Turkey has erected towers across fault lines and swathes of earthquake-prone regions that have been bracing for a major jolt for years.
One of the biggest single disasters struck a hotel housing two dozen Cypriot students and 15 accompanying adults who were in Turkey for a volleyball tournament.
All of the children died and only four adults survived.
NTV television said the hotel was briefly closed due to construction "irregularities". But then it reopened its doors.
"I want these people to face justice. They are murderers," an unnamed witness of the hotel's collapse told NTV.
The quake tore off the building's walls "like sheets of paper", the survivor said.
Erdogan has responded to the anger by arguing that no one could have been prepared to deal with Turkey's "worst disaster in history".
But the waves of arrests and investigations represent a marked change in attitude towards an industry that has helped transform Turkey's underdeveloped regions while enjoying a profitable boom.
- Denials -
Six months passed before Turkey arrested the first suspect in the wake of another disastrous quake in 1999.
More than 17,000 people died in the country's northwestern regions near Istanbul at the time.
Officials eventually opened 2,100 investigations against developers of collapsed buildings. They did not lead to much.
A general amnesty in December 2000 saw 1,800 of those cases dropped.
The courts found fault in only 110 cases.
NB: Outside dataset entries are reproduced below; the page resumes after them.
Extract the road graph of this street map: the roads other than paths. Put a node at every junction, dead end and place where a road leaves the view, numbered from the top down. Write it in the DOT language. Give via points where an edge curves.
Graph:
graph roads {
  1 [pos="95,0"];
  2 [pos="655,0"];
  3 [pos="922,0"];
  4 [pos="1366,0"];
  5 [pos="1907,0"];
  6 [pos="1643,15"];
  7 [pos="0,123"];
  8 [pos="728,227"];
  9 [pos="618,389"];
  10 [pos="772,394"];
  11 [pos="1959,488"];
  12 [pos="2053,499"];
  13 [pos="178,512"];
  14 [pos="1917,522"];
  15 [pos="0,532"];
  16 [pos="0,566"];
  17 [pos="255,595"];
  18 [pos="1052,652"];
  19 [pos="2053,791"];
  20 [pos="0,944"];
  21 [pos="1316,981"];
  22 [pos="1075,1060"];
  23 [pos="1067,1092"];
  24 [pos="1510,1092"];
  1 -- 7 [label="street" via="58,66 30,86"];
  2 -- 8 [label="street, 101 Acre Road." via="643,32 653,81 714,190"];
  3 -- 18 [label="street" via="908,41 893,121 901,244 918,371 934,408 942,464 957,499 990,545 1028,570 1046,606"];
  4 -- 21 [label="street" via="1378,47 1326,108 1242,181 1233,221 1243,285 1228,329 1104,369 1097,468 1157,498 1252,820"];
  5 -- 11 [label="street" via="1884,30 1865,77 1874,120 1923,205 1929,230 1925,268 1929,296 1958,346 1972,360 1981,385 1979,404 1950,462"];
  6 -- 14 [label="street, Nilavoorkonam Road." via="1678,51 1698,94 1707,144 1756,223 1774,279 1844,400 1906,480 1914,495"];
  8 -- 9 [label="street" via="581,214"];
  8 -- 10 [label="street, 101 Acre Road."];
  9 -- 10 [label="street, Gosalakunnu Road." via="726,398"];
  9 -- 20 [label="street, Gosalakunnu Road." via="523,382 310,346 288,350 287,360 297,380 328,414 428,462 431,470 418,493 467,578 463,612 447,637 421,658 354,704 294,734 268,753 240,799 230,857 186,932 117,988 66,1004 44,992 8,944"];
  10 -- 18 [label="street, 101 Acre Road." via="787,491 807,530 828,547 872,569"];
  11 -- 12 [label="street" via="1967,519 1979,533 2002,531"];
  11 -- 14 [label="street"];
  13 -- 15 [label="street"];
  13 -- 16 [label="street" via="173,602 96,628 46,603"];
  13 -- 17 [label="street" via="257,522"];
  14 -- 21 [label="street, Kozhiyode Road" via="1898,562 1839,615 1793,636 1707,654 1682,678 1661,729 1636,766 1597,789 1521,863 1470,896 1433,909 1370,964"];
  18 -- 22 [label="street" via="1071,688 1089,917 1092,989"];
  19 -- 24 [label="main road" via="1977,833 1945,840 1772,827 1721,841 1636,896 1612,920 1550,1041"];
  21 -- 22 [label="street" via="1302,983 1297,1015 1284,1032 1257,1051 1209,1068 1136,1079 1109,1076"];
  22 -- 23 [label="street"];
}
Most of those found guilty ended up benefiting from a statute of limitation that entered into force in 2007.
The Ronesans project's developer has also pleaded innocence.
"I do not know why the building collapse," Mehmet Yasar Coskun said.
"All the permits were issued after studies by the municipality and the oversight company."
A local mayor who issued the building permit in 2021 denied responsibility as well.
"A private company conducted the control procedure," Seyfettin Yeral told the T24 news site. "We do not have employees who can do such work."
- California standards? -
Turkey has adopted a series of buildings standards and regulations modelled on those of California.
But these have been regularly revised -- the last time in 2018.
Engineers and architects interviewed by AFP said most of Turkey's builders manage to work their way around existing codes.
"On paper, the standards are respected, with contracts awarded to private companies responsible for controlling them," Istanbul architect Aykut Koksal said.
But Koksal stressed that developers often strike private deals with companies in charge of conducting the inspections.
He said this dilutes enforcement and gives developer much leeway to cut costs.